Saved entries
-----

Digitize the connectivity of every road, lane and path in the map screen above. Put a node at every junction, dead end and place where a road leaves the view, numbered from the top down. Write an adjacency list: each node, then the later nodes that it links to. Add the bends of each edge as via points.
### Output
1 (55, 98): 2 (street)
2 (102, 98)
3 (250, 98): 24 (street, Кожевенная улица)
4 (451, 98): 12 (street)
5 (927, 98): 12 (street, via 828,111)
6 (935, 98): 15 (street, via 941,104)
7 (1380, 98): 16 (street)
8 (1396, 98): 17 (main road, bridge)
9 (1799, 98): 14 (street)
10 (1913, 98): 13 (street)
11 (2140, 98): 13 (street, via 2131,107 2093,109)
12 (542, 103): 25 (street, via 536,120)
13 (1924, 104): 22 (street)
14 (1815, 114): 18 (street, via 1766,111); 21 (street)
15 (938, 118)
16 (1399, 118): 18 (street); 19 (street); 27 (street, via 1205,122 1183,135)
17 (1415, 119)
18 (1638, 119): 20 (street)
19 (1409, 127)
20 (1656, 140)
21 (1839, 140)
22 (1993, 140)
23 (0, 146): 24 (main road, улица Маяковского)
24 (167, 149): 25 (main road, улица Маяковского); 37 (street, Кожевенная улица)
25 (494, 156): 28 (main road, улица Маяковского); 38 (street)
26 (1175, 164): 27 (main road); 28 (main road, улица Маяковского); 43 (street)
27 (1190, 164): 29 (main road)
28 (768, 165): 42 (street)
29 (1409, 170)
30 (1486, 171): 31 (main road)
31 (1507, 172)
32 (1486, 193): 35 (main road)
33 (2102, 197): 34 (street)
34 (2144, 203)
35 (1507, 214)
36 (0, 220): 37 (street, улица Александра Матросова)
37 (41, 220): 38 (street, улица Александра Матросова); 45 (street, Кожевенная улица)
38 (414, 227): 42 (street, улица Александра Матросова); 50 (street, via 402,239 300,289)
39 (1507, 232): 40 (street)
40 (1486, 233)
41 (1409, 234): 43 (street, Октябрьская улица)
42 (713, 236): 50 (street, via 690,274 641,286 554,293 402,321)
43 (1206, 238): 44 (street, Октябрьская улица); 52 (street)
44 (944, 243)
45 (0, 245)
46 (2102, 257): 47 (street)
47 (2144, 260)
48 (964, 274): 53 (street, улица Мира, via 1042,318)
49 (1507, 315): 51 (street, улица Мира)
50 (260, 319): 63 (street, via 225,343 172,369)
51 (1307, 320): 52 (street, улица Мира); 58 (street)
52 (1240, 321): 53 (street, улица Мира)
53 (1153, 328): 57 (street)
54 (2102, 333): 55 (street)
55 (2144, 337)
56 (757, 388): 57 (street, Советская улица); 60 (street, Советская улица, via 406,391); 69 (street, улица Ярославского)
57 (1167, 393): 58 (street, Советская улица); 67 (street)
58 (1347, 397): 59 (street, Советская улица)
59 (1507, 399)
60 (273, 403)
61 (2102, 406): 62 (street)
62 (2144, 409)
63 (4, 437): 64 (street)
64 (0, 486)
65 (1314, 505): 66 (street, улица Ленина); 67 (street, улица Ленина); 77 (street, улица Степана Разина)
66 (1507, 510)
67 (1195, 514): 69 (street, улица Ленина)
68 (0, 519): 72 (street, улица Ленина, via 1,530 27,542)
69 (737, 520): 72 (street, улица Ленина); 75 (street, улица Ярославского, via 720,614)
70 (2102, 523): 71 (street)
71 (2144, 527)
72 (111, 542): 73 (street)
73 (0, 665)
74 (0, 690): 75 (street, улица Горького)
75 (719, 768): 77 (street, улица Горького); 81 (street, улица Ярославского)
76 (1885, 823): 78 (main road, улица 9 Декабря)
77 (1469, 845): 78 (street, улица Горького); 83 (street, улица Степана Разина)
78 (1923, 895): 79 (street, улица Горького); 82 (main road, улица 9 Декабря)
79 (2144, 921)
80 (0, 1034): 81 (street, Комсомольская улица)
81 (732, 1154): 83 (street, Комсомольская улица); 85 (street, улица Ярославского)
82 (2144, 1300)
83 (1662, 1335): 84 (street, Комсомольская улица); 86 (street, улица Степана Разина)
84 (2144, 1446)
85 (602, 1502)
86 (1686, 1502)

-----

ASSIGNMENT: Reproduce every record above, word for word.

ANSWER BOX:
Digitize the connectivity of every road, lane and path in the map screen above. Put a node at every junction, dead end and place where a road leaves the view, numbered from the top down. Write an adjacency list: each node, then the later nodes that it links to. Add the bends of each edge as via points.
### Output
1 (55, 98): 2 (street)
2 (102, 98)
3 (250, 98): 24 (street, Кожевенная улица)
4 (451, 98): 12 (street)
5 (927, 98): 12 (street, via 828,111)
6 (935, 98): 15 (street, via 941,104)
7 (1380, 98): 16 (street)
8 (1396, 98): 17 (main road, bridge)
9 (1799, 98): 14 (street)
10 (1913, 98): 13 (street)
11 (2140, 98): 13 (street, via 2131,107 2093,109)
12 (542, 103): 25 (street, via 536,120)
13 (1924, 104): 22 (street)
14 (1815, 114): 18 (street, via 1766,111); 21 (street)
15 (938, 118)
16 (1399, 118): 18 (street); 19 (street); 27 (street, via 1205,122 1183,135)
17 (1415, 119)
18 (1638, 119): 20 (street)
19 (1409, 127)
20 (1656, 140)
21 (1839, 140)
22 (1993, 140)
23 (0, 146): 24 (main road, улица Маяковского)
24 (167, 149): 25 (main road, улица Маяковского); 37 (street, Кожевенная улица)
25 (494, 156): 28 (main road, улица Маяковского); 38 (street)
26 (1175, 164): 27 (main road); 28 (main road, улица Маяковского); 43 (street)
27 (1190, 164): 29 (main road)
28 (768, 165): 42 (street)
29 (1409, 170)
30 (1486, 171): 31 (main road)
31 (1507, 172)
32 (1486, 193): 35 (main road)
33 (2102, 197): 34 (street)
34 (2144, 203)
35 (1507, 214)
36 (0, 220): 37 (street, улица Александра Матросова)
37 (41, 220): 38 (street, улица Александра Матросова); 45 (street, Кожевенная улица)
38 (414, 227): 42 (street, улица Александра Матросова); 50 (street, via 402,239 300,289)
39 (1507, 232): 40 (street)
40 (1486, 233)
41 (1409, 234): 43 (street, Октябрьская улица)
42 (713, 236): 50 (street, via 690,274 641,286 554,293 402,321)
43 (1206, 238): 44 (street, Октябрьская улица); 52 (street)
44 (944, 243)
45 (0, 245)
46 (2102, 257): 47 (street)
47 (2144, 260)
48 (964, 274): 53 (street, улица Мира, via 1042,318)
49 (1507, 315): 51 (street, улица Мира)
50 (260, 319): 63 (street, via 225,343 172,369)
51 (1307, 320): 52 (street, улица Мира); 58 (street)
52 (1240, 321): 53 (street, улица Мира)
53 (1153, 328): 57 (street)
54 (2102, 333): 55 (street)
55 (2144, 337)
56 (757, 388): 57 (street, Советская улица); 60 (street, Советская улица, via 406,391); 69 (street, улица Ярославского)
57 (1167, 393): 58 (street, Советская улица); 67 (street)
58 (1347, 397): 59 (street, Советская улица)
59 (1507, 399)
60 (273, 403)
61 (2102, 406): 62 (street)
62 (2144, 409)
63 (4, 437): 64 (street)
64 (0, 486)
65 (1314, 505): 66 (street, улица Ленина); 67 (street, улица Ленина); 77 (street, улица Степана Разина)
66 (1507, 510)
67 (1195, 514): 69 (street, улица Ленина)
68 (0, 519): 72 (street, улица Ленина, via 1,530 27,542)
69 (737, 520): 72 (street, улица Ленина); 75 (street, улица Ярославского, via 720,614)
70 (2102, 523): 71 (street)
71 (2144, 527)
72 (111, 542): 73 (street)
73 (0, 665)
74 (0, 690): 75 (street, улица Горького)
75 (719, 768): 77 (street, улица Горького); 81 (street, улица Ярославского)
76 (1885, 823): 78 (main road, улица 9 Декабря)
77 (1469, 845): 78 (street, улица Горького); 83 (street, улица Степана Разина)
78 (1923, 895): 79 (street, улица Горького); 82 (main road, улица 9 Декабря)
79 (2144, 921)
80 (0, 1034): 81 (street, Комсомольская улица)
81 (732, 1154): 83 (street, Комсомольская улица); 85 (street, улица Ярославского)
82 (2144, 1300)
83 (1662, 1335): 84 (street, Комсомольская улица); 86 (street, улица Степана Разина)
84 (2144, 1446)
85 (602, 1502)
86 (1686, 1502)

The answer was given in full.